**EXCERPTED DATA**
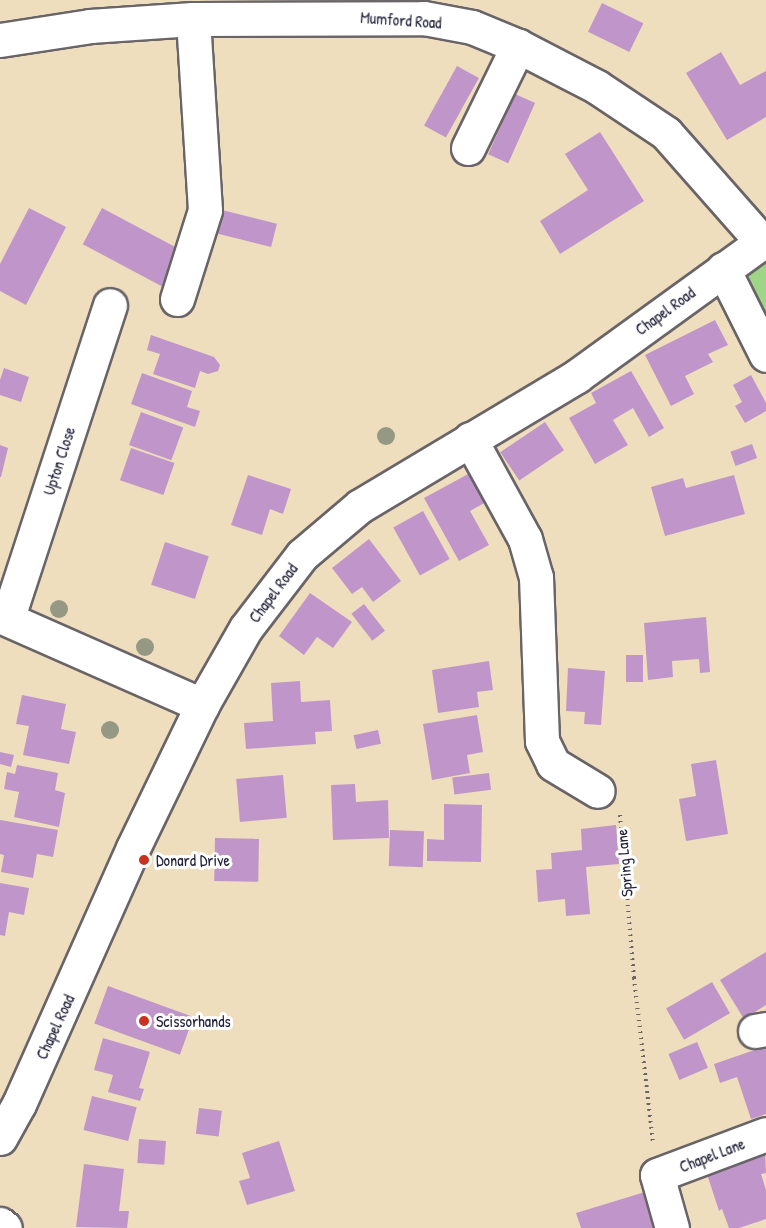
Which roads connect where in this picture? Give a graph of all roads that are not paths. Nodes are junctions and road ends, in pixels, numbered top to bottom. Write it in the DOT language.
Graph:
graph roads {
  1 [pos="90,13"];
  2 [pos="193,19"];
  3 [pos="0,40"];
  4 [pos="518,46"];
  5 [pos="468,148"];
  6 [pos="764,240"];
  7 [pos="723,269"];
  8 [pos="177,299"];
  9 [pos="110,305"];
  10 [pos="766,355"];
  11 [pos="470,439"];
  12 [pos="4,616"];
  13 [pos="202,705"];
  14 [pos="598,791"];
  15 [pos="766,1134"];
  16 [pos="0,1138"];
  17 [pos="0,1224"];
  18 [pos="5,1228"];
  19 [pos="672,1228"];
  1 -- 2 [label="street, Mumford Road"];
  1 -- 3 [label="street, Mumford Road"];
  2 -- 4 [label="street, Mumford Road"];
  2 -- 8 [label="street"];
  4 -- 5 [label="street"];
  4 -- 6 [label="street, Mumford Road"];
  6 -- 7 [label="street, Chapel Road"];
  7 -- 10 [label="street"];
  7 -- 11 [label="street, Chapel Road"];
  9 -- 12 [label="street, Upton Close"];
  11 -- 13 [label="street, Chapel Road"];
  11 -- 14 [label="street"];
  12 -- 13 [label="street"];
  13 -- 16 [label="street, Chapel Road"];
  15 -- 19 [label="street, Chapel Lane"];
  17 -- 18 [label="street"];
}
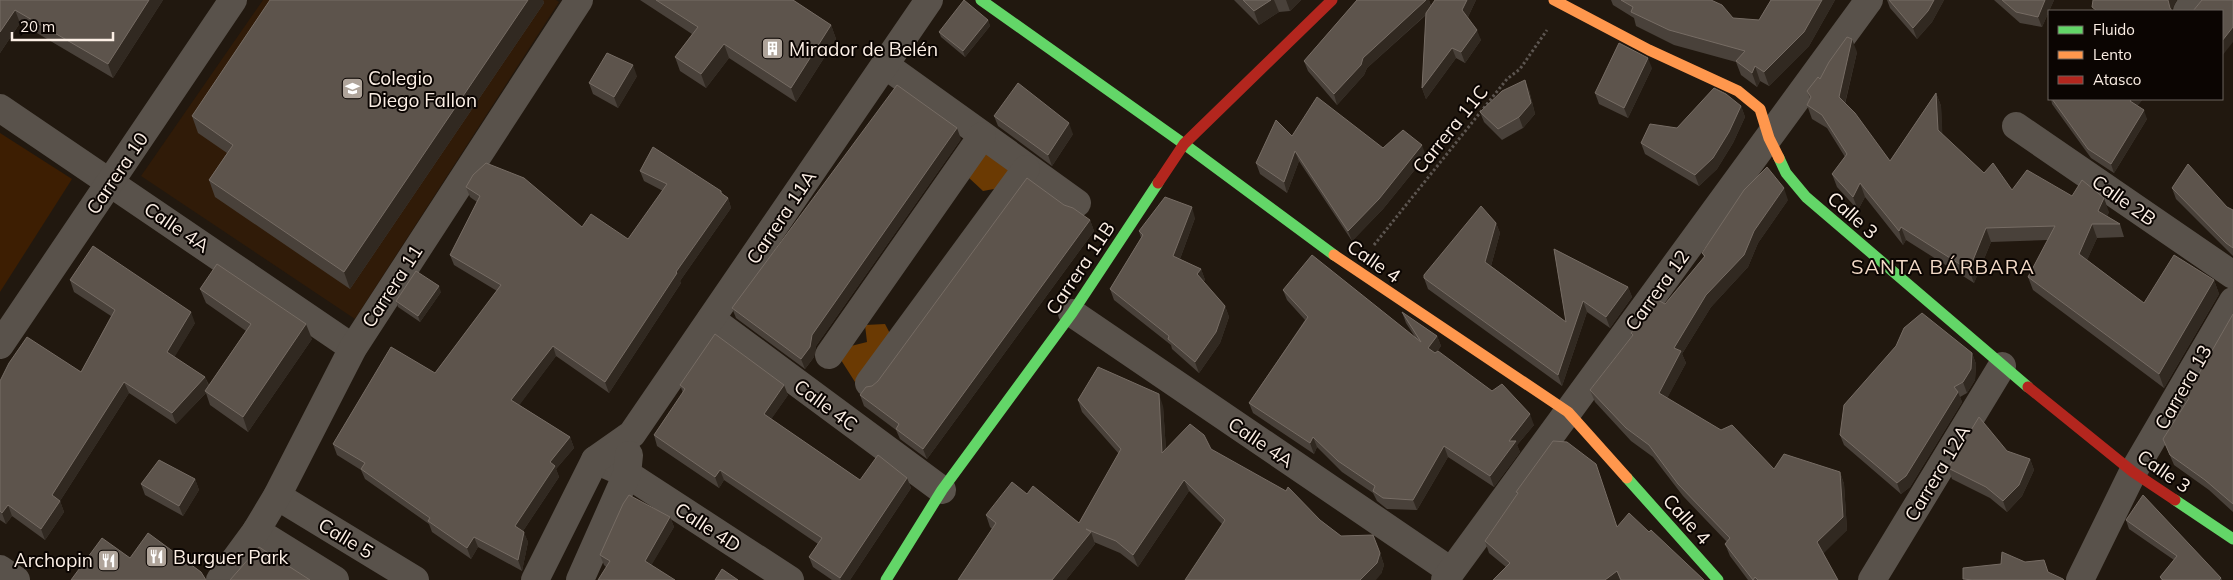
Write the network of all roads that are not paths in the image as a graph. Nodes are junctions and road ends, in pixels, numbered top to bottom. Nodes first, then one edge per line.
1 (232, 0) edge
2 (579, 0) edge
3 (929, 0) edge
4 (981, 0) edge
5 (1332, 0) edge
6 (1869, 0) edge
7 (1559, 2) edge
8 (885, 65) junction
9 (0, 108) edge
10 (2016, 126) dead end
11 (982, 136) junction
12 (1769, 138) junction
13 (1184, 144) junction
14 (1026, 168) junction
15 (111, 182) junction
16 (1077, 203) dead end
17 (2233, 275) edge
18 (2233, 301) edge
19 (1072, 313) junction
20 (711, 319) junction
21 (0, 346) edge
22 (352, 348) junction
23 (829, 354) dead end
24 (2002, 366) junction
25 (869, 384) edge
26 (1568, 412) junction
27 (632, 434) junction
28 (595, 460) junction
29 (2133, 472) junction
30 (626, 474) junction
31 (942, 490) junction
32 (277, 496) junction
33 (256, 531) junction
34 (2233, 539) edge
35 (0, 569) edge
36 (1448, 576) edge
37 (16, 580) edge
38 (220, 580) edge
39 (335, 580) edge
40 (415, 580) edge
41 (535, 580) edge
42 (580, 580) edge
43 (790, 580) edge
44 (886, 580) edge
45 (1718, 580) edge
46 (1872, 580) edge
47 (2080, 580) edge

1 - 15 street, Carrera 10
2 - 22 street, Carrera 11
3 - 8 street, Carrera 11A
4 - 13 street, Calle 4
5 - 13 street, Carrera 11B
6 - 12 street, Carrera 12
7 - 12 street, Calle 3
8 - 11 street
8 - 20 street, Carrera 11A
9 - 15 street, Calle 4A
10 - 17 street, Calle 2B
11 - 14 street
11 - 23 street
12 - 24 street, Calle 3
12 - 26 street, Carrera 12
13 - 19 street, Carrera 11B
13 - 26 street, Calle 4
14 - 16 street
14 - 25 street
15 - 21 street, Carrera 10
15 - 22 street, Calle 4A
18 - 29 street, Carrera 13
19 - 31 street, Carrera 11B
19 - 36 street, Calle 4A
20 - 27 street, Carrera 11A
20 - 31 street, Calle 4C
22 - 32 street, Carrera 11
24 - 29 street, Calle 3
24 - 46 street, Carrera 12A
26 - 36 street, Carrera 12
26 - 45 street, Calle 4
27 - 28 street, Carrera 11A
27 - 30 street, Carrera 11A
28 - 30 street, Calle 4D
28 - 41 street, Carrera 11A
29 - 34 street, Calle 3
29 - 47 street, Carrera 13
30 - 42 street, Carrera 11A
30 - 43 street, Calle 4D
31 - 44 street, Carrera 11B
32 - 33 street, Carrera 11
32 - 40 street, Calle 5
33 - 38 street, Carrera 11
33 - 39 street
35 - 37 street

**ASSIGNMENT**
Without the pictures, write out every entry exactly as it appears.

**ANSWER SPACE**
Which roads connect where in this picture? Give a graph of all roads that are not paths. Nodes are junctions and road ends, in pixels, numbered top to bottom. Write it in the DOT language.
Graph:
graph roads {
  1 [pos="90,13"];
  2 [pos="193,19"];
  3 [pos="0,40"];
  4 [pos="518,46"];
  5 [pos="468,148"];
  6 [pos="764,240"];
  7 [pos="723,269"];
  8 [pos="177,299"];
  9 [pos="110,305"];
  10 [pos="766,355"];
  11 [pos="470,439"];
  12 [pos="4,616"];
  13 [pos="202,705"];
  14 [pos="598,791"];
  15 [pos="766,1134"];
  16 [pos="0,1138"];
  17 [pos="0,1224"];
  18 [pos="5,1228"];
  19 [pos="672,1228"];
  1 -- 2 [label="street, Mumford Road"];
  1 -- 3 [label="street, Mumford Road"];
  2 -- 4 [label="street, Mumford Road"];
  2 -- 8 [label="street"];
  4 -- 5 [label="street"];
  4 -- 6 [label="street, Mumford Road"];
  6 -- 7 [label="street, Chapel Road"];
  7 -- 10 [label="street"];
  7 -- 11 [label="street, Chapel Road"];
  9 -- 12 [label="street, Upton Close"];
  11 -- 13 [label="street, Chapel Road"];
  11 -- 14 [label="street"];
  12 -- 13 [label="street"];
  13 -- 16 [label="street, Chapel Road"];
  15 -- 19 [label="street, Chapel Lane"];
  17 -- 18 [label="street"];
}
Write the network of all roads that are not paths in the image as a graph. Nodes are junctions and road ends, in pixels, numbered top to bottom. Nodes first, then one edge per line.
1 (232, 0) edge
2 (579, 0) edge
3 (929, 0) edge
4 (981, 0) edge
5 (1332, 0) edge
6 (1869, 0) edge
7 (1559, 2) edge
8 (885, 65) junction
9 (0, 108) edge
10 (2016, 126) dead end
11 (982, 136) junction
12 (1769, 138) junction
13 (1184, 144) junction
14 (1026, 168) junction
15 (111, 182) junction
16 (1077, 203) dead end
17 (2233, 275) edge
18 (2233, 301) edge
19 (1072, 313) junction
20 (711, 319) junction
21 (0, 346) edge
22 (352, 348) junction
23 (829, 354) dead end
24 (2002, 366) junction
25 (869, 384) edge
26 (1568, 412) junction
27 (632, 434) junction
28 (595, 460) junction
29 (2133, 472) junction
30 (626, 474) junction
31 (942, 490) junction
32 (277, 496) junction
33 (256, 531) junction
34 (2233, 539) edge
35 (0, 569) edge
36 (1448, 576) edge
37 (16, 580) edge
38 (220, 580) edge
39 (335, 580) edge
40 (415, 580) edge
41 (535, 580) edge
42 (580, 580) edge
43 (790, 580) edge
44 (886, 580) edge
45 (1718, 580) edge
46 (1872, 580) edge
47 (2080, 580) edge

1 - 15 street, Carrera 10
2 - 22 street, Carrera 11
3 - 8 street, Carrera 11A
4 - 13 street, Calle 4
5 - 13 street, Carrera 11B
6 - 12 street, Carrera 12
7 - 12 street, Calle 3
8 - 11 street
8 - 20 street, Carrera 11A
9 - 15 street, Calle 4A
10 - 17 street, Calle 2B
11 - 14 street
11 - 23 street
12 - 24 street, Calle 3
12 - 26 street, Carrera 12
13 - 19 street, Carrera 11B
13 - 26 street, Calle 4
14 - 16 street
14 - 25 street
15 - 21 street, Carrera 10
15 - 22 street, Calle 4A
18 - 29 street, Carrera 13
19 - 31 street, Carrera 11B
19 - 36 street, Calle 4A
20 - 27 street, Carrera 11A
20 - 31 street, Calle 4C
22 - 32 street, Carrera 11
24 - 29 street, Calle 3
24 - 46 street, Carrera 12A
26 - 36 street, Carrera 12
26 - 45 street, Calle 4
27 - 28 street, Carrera 11A
27 - 30 street, Carrera 11A
28 - 30 street, Calle 4D
28 - 41 street, Carrera 11A
29 - 34 street, Calle 3
29 - 47 street, Carrera 13
30 - 42 street, Carrera 11A
30 - 43 street, Calle 4D
31 - 44 street, Carrera 11B
32 - 33 street, Carrera 11
32 - 40 street, Calle 5
33 - 38 street, Carrera 11
33 - 39 street
35 - 37 street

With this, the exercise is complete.